The axis of the scroll view is a .horizontal or .vertical. It must be set during CrownAttributes initialization.

Anchor Position

The anchor position of the foreground indicator. Indicates where the foreground is initially positioned.

attributes.anchorPosition = .left

The posssible values are .left, .right, .top, .bottom. The default value is .top.

Spin Direction

The direction to which the the indicator spins.

Example for setting the spin direction to be counter-clockwise.

attributes.spinDirection = .counterClockwise

The default value is clockwise.

User Interaction

Describes the user interaction with the crown. Currently supported user interaction gestures: tap, double tap, long-press, and force-touch events.

Tap Gestures

When a single tap event occurs, scroll forward with the specified offset value:

attributes.userInteraction.singleTap = .scrollsForwardWithOffset(value: 20)

When a single tap event occurs, perform a custom action.

attributes.userInteraction.singleTap = .custom(action: {
    /* Do something */
})

When a double tap event occurs, scroll to the leading edge of the scroll view.

attributes.userInteraction.doubleTap = .scrollsToLeadingEdge
Drag and Drop

The crown can be dragged and dropped using force-touch if the force-touch trait is supported by the device hardware. If not, there is a fallback to long-press gesture.

attributes.repositionGesture = .prefersForceTouch(attributes: .init())

Style

The background and foreground surfaces can be customized with various styles.

Example for setting the crown background to a gradient style, and its border to a specific color and width.

attributes.backgroundStyle.content = .gradient(gradient: .init(colors: [.white, .gray], startPoint: .zero, endPoint: CGPoint(x: 1, y: 1)))
attributes.backgroundStyle.border = .value(color: .gray, width: 1)

Sizes

Describes the size of the crown and relations between the foreground and the background surfaces.

In the following example, setting scrollRelation property to 10 means that 10 full spins of the foreground would make the scroll view offset reach its trailing edge.

attributes.sizes.scrollRelation = 10

Example for setting the edge size (width and height) of the crown to 60pts, and the foreground edge ratio to 25 precent of that size, which is 15pts.

attributes.sizes.backgroundSurfaceDiameter = 60
attributes.sizes.foregroundSurfaceEdgeRatio = 0.25

Feedback

Feedback descriptor for the foreground when it reaches the anchor point on the crown surface.

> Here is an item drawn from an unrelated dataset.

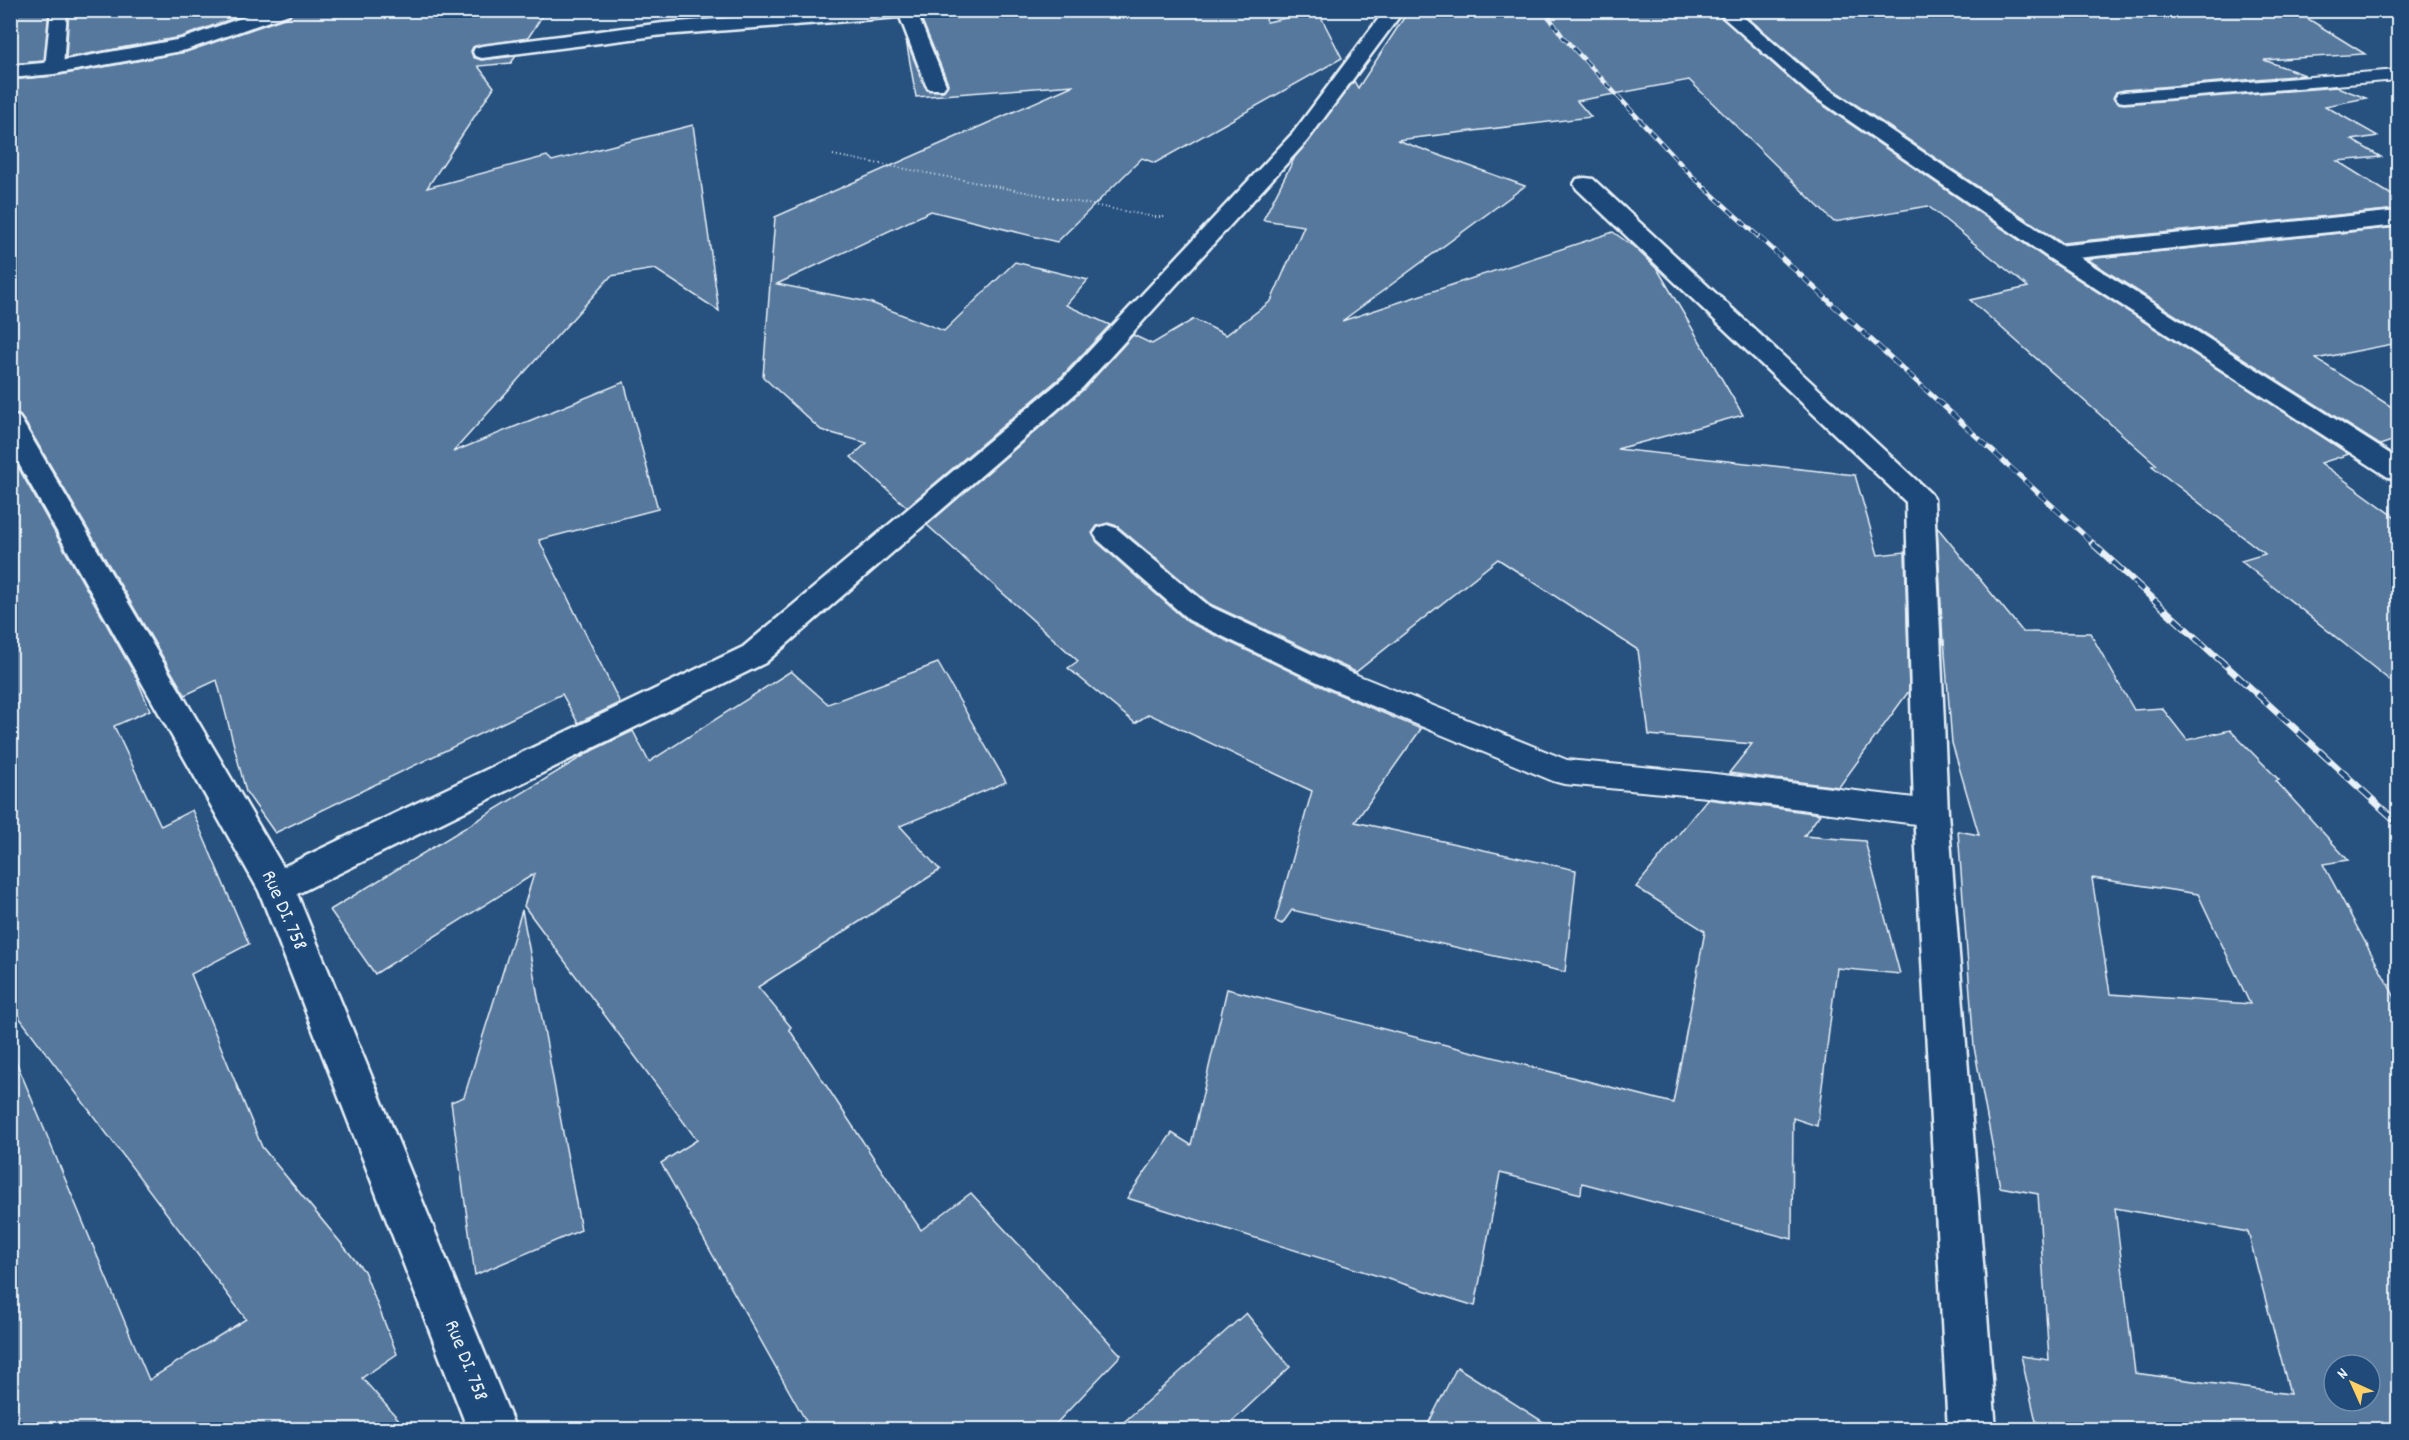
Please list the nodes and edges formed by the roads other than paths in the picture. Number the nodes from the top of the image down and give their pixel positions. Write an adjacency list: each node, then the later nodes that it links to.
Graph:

The device generates impact-haptic-feedback when the scroll-view offset reaches the leading edge. The background surface of the crown flashes with color.

attributes.feedback.leading.impactHaptic = .light
attributes.feedback.leading.backgroundFlash = .active(color: .white, fadeDuration: 0.3)

Author

Daniel Huri, [email protected]

License

CrownControl is available under the MIT license. See the LICENSE file for more info.